Orientation
HAMBURG
Hamburg lies on the northern bank of the Elbe river. The city’s Altstadt, full of old façades and labyrinthine canals, lies north of the Elbe and south of the Alster lakes. Binnenalster, the smaller of the two Alster lakes, is located in the heart of the Altstadt, with the bustling Jungfernstieg on the south corner. The much larger Außenalster, popular for sailing in the summer and skating in the winter, is slightly further north, separated from the Binnenalster by the Kennedy- and Lombardbrücken.
Five unique spires outline Hamburg’s Altstadt. Anchoring the center of the Altstadt is the palatial Rathaus, the ornate town hall, and its exquisite doorstep, the Rathausmarkt, regular home to both political protests and farmers’ markets.

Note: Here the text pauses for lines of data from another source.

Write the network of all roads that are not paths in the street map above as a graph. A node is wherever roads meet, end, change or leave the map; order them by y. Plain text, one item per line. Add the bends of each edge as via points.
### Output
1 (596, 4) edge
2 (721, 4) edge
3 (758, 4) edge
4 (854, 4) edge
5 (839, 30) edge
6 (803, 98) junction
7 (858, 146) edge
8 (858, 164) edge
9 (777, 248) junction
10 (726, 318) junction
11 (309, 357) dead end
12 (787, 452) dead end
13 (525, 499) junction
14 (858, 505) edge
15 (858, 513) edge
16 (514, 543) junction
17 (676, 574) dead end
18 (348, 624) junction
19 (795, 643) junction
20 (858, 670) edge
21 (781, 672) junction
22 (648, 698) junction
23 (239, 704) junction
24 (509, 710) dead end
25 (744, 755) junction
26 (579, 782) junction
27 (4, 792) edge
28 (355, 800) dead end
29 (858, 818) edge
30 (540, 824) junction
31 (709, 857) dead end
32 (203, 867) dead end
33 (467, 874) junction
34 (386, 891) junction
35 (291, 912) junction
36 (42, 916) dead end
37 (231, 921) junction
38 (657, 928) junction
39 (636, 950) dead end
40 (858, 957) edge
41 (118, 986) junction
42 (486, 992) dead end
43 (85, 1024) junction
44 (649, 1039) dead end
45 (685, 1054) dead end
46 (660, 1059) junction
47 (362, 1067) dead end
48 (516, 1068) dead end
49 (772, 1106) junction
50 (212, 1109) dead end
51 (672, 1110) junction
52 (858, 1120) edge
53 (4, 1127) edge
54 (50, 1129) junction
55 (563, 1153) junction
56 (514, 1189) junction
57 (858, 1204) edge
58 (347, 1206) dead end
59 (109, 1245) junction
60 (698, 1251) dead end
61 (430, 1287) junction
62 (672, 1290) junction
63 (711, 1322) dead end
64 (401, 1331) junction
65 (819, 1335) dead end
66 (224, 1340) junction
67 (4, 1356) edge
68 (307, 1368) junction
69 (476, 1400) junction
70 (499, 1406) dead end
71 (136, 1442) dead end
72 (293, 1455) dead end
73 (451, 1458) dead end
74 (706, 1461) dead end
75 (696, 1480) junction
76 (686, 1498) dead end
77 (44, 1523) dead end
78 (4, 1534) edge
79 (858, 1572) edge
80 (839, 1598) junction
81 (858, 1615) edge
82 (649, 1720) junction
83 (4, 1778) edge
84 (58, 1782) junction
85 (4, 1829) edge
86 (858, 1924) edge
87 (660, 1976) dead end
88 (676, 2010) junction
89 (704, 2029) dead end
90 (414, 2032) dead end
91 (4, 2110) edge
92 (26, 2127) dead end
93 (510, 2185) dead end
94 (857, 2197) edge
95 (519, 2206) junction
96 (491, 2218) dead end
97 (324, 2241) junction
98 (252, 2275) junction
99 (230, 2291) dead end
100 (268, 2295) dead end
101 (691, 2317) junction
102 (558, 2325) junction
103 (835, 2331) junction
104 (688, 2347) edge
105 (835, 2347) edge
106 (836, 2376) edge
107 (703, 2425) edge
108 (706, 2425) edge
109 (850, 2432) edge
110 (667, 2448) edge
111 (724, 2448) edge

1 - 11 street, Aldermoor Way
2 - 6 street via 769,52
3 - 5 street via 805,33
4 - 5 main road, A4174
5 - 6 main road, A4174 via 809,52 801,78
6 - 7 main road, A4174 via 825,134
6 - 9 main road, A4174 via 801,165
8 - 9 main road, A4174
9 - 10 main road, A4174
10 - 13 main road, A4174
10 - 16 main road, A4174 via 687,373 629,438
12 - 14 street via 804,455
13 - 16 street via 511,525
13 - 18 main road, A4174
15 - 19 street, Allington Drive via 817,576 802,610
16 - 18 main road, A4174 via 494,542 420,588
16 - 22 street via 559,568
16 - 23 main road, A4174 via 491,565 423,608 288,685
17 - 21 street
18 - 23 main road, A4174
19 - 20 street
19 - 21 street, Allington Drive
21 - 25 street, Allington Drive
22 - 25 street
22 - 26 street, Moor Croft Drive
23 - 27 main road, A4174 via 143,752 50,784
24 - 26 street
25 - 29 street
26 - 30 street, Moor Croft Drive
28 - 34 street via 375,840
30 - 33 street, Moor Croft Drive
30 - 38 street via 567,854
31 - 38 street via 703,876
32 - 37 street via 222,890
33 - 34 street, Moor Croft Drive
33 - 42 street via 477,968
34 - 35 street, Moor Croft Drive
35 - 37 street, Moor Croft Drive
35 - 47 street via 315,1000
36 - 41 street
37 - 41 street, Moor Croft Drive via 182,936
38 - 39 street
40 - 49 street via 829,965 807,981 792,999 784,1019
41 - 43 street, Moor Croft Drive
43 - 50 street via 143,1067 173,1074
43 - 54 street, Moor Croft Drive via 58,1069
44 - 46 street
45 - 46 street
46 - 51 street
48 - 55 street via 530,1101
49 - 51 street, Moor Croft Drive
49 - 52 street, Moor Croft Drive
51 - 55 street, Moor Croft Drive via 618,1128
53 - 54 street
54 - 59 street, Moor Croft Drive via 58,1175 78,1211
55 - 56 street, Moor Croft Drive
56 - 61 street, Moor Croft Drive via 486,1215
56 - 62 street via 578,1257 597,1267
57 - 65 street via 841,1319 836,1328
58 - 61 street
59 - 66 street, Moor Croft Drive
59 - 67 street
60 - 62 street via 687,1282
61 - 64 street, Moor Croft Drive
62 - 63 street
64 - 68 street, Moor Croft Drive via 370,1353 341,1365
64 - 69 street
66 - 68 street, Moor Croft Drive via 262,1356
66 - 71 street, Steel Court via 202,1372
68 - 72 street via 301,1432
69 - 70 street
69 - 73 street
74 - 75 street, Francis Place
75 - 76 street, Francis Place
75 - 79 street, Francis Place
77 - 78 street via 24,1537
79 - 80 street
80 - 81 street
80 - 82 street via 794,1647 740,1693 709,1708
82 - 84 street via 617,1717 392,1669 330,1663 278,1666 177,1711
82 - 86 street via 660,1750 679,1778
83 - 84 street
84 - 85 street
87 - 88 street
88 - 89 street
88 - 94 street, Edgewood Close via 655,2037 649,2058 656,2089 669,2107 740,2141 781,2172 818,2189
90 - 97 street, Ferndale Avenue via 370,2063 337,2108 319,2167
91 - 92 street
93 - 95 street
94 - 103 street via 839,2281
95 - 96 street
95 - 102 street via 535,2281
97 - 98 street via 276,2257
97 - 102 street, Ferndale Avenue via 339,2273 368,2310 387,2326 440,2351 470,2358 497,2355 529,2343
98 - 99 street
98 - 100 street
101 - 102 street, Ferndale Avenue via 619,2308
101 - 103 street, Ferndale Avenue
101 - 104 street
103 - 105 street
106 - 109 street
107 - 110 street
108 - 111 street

Alsterfleet Canal bisects the downtown, separating Altstadt on the eastern bank from the Neustadt on the west.
The Hauptbahnhof lies at the eastern edge of the city center, along Steintorwall. Starting from the Kirchenallee exit of the Hauptbahnhof, Hamburg’s gay district, St. Georg, follows the Lange Reihe eastward. Outside the Hauptbahnhof’s main exit on Steintorwall is the Kunstmeile (Art Mile), a row of museums extending southward from the Alster lakes to the banks of the Elbe. Perpendicular to Steintorwall, Mönckebergstraße, Hamburg’s most famous shopping street, runs westward to the Rathaus. Just south of the Rathaus, Saint Pauli bares long waterside walkways and a beautiful copper-roofed port along the towering cranes of the Elbe’s industrial district. Horizontally bisecting St. Pauli is the infamously icky Reeperbahn (appropriately pronounced “RAPER-bawn”), which is packed with strip joints, erotic shops, and a tourist mecca of clubs on the pedestrian off-shoot Große Freiheit.
To the north of St. Pauli, the Schanzenviertel is a radically liberal community on the cusp of gentrification. Rows of graffiti-covered restaurants and a busy late-night cafe and bar scene attract fleets of bargain-hunting students, while in late summer, the Schanzenfest illegal street market consistently breaks out into a full-fledged war of molotov cocktails and tear gas between cops and civil discontents. On the westernmost side of Hamburg, Altona celebrates with a mini-Schanzenviertel nightlife and restaurant scene. Altona’s shop-lined pedestrian zone, the Ottenser Hauptstrasse, runs west from the Altona train station.